Isolation and primary culture of bovine adrenal medullary cells
Bovine adrenal medullary cells were isolated by collagenase digestion of adrenal medullary slices, as described previously (14). Cells were suspended in Eagle^’s MEM containing 10% calf serum, 3 µM cytosine arabinoside, and several antibiotics and maintained in monolayer culture at a density of 4 x 10⁶ cells/dish (35-mm dish; Falcon, Becton Dickinson Labware, Franklin Lakes, NJ) in 5% CO₂-95% air. The cells were used for experiments between 2 and 5 d of culture.

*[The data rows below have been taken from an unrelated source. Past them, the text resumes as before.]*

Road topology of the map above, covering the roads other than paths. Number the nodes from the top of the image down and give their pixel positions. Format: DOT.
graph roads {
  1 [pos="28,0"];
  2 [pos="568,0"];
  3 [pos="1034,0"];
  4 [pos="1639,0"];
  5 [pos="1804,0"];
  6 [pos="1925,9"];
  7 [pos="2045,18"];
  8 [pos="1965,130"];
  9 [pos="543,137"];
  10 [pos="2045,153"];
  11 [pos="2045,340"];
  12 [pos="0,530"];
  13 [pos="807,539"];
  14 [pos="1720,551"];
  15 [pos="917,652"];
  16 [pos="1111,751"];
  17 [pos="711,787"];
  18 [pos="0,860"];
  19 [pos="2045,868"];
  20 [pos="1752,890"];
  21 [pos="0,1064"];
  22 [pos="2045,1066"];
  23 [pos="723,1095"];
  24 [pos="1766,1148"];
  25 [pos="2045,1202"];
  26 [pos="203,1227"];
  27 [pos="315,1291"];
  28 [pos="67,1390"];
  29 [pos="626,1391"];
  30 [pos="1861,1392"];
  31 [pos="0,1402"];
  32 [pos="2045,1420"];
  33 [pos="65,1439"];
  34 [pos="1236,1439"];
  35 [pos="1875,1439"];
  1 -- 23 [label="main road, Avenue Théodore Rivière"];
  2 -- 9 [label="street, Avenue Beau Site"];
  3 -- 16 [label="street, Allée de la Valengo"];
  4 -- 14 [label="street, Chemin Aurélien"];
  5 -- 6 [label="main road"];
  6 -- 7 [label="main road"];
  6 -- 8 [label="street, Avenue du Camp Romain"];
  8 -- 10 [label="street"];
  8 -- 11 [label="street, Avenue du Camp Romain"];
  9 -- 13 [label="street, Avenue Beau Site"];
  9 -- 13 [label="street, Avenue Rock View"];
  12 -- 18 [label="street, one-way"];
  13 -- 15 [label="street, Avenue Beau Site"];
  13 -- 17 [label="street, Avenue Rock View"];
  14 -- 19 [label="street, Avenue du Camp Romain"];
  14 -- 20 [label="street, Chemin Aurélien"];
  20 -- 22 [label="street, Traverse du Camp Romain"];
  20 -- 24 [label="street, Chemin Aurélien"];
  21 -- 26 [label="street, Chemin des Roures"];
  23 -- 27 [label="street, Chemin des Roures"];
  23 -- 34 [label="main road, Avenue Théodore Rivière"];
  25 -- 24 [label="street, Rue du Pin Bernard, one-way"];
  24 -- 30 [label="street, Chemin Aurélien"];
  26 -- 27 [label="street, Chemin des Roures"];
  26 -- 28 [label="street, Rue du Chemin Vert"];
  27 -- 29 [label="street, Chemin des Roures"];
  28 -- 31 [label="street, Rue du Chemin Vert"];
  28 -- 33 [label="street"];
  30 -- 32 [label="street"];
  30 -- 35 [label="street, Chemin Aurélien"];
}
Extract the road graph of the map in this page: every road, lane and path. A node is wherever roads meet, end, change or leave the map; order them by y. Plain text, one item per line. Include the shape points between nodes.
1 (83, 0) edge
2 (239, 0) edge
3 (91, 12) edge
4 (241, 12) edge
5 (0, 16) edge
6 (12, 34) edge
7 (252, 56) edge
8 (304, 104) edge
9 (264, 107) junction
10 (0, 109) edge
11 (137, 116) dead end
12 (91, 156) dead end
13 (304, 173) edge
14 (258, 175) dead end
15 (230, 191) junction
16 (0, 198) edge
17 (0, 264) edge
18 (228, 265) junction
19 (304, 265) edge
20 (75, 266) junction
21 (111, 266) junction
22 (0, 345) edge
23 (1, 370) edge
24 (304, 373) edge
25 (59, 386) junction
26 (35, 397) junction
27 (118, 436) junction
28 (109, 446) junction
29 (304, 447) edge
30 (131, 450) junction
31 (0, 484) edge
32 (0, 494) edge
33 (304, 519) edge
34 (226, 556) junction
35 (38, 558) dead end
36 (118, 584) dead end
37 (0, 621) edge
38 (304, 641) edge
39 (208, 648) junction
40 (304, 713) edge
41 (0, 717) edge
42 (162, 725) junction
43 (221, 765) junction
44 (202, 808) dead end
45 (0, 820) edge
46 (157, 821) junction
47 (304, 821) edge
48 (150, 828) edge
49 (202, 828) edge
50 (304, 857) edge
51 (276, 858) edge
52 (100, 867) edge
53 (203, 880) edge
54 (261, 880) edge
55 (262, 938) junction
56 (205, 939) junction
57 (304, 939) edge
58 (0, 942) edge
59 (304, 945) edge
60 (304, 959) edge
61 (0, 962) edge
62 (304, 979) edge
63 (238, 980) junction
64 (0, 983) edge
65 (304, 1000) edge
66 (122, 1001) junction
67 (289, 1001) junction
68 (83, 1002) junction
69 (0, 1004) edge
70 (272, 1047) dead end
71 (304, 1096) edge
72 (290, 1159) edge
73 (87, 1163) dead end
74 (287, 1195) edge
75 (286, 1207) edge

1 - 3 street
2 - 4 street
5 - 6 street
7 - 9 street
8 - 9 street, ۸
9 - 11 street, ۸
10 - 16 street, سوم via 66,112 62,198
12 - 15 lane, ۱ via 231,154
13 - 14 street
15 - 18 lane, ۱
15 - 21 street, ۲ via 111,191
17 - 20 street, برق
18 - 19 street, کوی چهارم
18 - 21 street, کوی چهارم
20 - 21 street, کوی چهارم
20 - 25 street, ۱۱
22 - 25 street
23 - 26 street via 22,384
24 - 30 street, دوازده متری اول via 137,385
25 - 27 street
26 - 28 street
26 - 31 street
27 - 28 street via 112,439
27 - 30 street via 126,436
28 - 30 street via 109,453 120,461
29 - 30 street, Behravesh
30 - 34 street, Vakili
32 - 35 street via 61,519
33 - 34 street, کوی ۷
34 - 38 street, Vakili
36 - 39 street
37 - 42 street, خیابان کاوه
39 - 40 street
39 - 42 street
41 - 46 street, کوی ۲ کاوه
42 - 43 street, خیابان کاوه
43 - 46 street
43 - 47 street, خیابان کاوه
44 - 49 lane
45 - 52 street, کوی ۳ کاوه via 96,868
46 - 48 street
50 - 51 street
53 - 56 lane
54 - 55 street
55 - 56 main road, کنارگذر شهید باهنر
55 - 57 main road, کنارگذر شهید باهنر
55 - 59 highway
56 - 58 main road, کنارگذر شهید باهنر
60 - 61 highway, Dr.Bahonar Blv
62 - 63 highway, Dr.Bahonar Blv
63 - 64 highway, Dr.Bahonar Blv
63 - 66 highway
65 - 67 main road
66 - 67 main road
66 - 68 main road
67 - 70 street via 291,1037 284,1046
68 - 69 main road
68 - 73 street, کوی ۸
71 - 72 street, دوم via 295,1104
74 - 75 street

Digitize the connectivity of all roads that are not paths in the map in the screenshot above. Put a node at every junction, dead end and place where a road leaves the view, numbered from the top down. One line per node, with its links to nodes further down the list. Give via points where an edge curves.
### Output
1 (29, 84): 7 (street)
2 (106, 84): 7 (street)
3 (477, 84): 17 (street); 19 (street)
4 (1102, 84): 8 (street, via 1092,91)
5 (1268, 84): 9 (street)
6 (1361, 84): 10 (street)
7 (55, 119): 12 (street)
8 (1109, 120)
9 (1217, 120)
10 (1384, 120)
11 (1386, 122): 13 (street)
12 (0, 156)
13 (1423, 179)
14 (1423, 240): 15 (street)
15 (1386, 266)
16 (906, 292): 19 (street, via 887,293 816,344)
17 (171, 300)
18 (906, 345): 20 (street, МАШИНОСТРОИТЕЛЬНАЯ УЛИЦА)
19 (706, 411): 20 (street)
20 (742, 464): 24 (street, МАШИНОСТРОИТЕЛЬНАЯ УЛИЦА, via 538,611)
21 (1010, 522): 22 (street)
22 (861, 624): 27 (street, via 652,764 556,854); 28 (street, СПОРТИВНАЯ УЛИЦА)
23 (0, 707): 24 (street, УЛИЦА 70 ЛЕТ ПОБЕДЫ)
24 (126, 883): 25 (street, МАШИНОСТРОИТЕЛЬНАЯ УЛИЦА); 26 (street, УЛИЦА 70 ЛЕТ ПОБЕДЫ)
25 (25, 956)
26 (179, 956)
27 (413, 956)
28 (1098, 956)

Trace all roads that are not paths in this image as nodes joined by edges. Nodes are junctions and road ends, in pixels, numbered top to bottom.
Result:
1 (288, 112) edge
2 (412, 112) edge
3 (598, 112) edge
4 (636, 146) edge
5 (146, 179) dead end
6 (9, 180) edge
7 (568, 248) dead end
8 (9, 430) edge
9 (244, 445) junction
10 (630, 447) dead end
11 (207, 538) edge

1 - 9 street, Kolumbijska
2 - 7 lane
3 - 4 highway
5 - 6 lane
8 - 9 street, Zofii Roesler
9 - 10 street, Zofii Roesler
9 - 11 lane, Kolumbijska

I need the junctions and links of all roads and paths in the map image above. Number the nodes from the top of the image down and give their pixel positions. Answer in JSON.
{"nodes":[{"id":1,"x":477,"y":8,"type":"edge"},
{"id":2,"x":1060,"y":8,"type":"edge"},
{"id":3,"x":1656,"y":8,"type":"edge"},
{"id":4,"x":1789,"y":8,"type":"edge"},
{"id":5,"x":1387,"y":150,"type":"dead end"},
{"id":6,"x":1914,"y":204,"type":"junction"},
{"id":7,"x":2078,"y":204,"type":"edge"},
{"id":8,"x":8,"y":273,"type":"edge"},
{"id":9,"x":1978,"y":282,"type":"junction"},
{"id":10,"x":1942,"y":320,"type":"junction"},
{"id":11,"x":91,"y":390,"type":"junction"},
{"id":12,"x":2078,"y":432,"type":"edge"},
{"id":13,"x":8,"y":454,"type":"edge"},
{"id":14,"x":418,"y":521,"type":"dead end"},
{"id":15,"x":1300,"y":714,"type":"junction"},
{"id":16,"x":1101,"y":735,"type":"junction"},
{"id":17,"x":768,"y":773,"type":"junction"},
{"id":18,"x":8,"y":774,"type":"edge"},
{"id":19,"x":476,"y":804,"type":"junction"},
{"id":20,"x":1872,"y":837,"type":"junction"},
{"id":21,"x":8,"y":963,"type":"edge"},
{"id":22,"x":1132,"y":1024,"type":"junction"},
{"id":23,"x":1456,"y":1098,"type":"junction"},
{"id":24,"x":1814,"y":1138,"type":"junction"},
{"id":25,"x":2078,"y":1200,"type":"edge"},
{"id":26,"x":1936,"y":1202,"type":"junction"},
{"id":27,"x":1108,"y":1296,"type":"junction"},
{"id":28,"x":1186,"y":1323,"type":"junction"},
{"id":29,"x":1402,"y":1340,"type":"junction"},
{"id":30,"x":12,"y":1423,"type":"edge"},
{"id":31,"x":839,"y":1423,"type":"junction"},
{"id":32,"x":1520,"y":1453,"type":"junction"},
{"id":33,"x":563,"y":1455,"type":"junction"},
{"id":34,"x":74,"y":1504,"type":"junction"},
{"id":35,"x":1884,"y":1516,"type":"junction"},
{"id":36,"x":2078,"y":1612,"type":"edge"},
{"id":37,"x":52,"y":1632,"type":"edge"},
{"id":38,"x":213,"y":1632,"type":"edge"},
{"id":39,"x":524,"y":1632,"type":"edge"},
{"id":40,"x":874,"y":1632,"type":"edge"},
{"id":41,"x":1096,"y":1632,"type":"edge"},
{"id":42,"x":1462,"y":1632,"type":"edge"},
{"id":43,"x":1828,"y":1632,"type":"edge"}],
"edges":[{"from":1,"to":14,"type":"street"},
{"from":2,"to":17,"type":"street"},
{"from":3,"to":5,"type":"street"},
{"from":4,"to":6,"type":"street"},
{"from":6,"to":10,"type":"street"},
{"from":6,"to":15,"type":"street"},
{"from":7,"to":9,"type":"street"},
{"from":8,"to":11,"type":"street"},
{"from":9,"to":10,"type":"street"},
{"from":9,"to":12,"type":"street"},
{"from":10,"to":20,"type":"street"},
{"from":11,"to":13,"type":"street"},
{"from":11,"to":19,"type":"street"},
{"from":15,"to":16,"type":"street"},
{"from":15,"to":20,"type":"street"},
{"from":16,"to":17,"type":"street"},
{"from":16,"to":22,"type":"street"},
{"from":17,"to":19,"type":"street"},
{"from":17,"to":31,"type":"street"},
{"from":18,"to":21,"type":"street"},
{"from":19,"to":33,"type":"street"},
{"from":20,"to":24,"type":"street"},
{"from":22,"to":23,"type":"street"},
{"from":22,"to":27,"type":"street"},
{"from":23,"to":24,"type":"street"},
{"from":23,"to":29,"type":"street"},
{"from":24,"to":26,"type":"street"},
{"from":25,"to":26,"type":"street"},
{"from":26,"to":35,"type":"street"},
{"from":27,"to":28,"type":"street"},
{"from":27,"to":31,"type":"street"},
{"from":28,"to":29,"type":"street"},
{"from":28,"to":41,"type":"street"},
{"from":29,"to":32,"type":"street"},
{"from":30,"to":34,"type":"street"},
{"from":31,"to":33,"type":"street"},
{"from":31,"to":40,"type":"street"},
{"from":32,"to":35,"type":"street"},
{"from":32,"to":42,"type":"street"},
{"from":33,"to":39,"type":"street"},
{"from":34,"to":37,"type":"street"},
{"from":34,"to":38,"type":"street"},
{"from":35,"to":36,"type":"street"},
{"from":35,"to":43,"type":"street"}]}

¹⁴C-catecholamine synthesis from [¹⁴C]tyrosine or [¹⁴C]DOPA
Cells were incubated with 20 µM L-[U-¹⁴C]tyrosine (1 µCi) or L-[3-¹⁴C]DOPA (0.25 µCi) in 1.0 ml of KRP buffer in the presence or absence of various concentrations of daidzein and/or 0.3 mM acetylcholine at 37 C for 20 min (for [¹⁴C]tyrosine) or 15 min (for [¹⁴C]DOPA). After removing the incubation medium by aspiration, cells were harvested in 2.5 ml of 0.4 M perchloric acid and left standing for more than 30 min on ice to extract the radioactive catecholamines. The precipitated protein was removed by centrifugation at 1600 x g for 10 min and ¹⁴C-labeled catechol compounds were separated further by ion exchange chromatography on Duolite C-25 columns (H⁺-type, 0.4 x 7.0 cm) (14) and counted for radioactivity. ¹⁴C-catecholamine synthesis was expressed as the sum of the ¹⁴C-catecholamine (epinephrine, norepinephrine, and dopamine) because the ratio of [¹⁴C]epinephrine plus [¹⁴C]norepinephrine/[¹⁴C]dopamine was not significantly changed by stimulants. In control cells, the synthesis of [¹⁴C]norepinephrine plus [¹⁴C]epinephrine, [¹⁴C]dopamine, and ¹⁴C-total catecholamines are 22,000 ± 700, 20,000 ± 800, 42,000 ± 1000 dpm per 4 x 10⁶ cells per 20 min, respectively. The ratio of [¹⁴C]norepinephrine plus [¹⁴C]epinephrine to [¹⁴C]dopamine is 1.12 ± 0.06, 1.10 ± 0.07, 1.09 ± 0.03, and 1.11 ± 0.07 in control, daidzein-treated, acetylcholine-treated, and daidzein plus acetylcholine-treated cells, respectively.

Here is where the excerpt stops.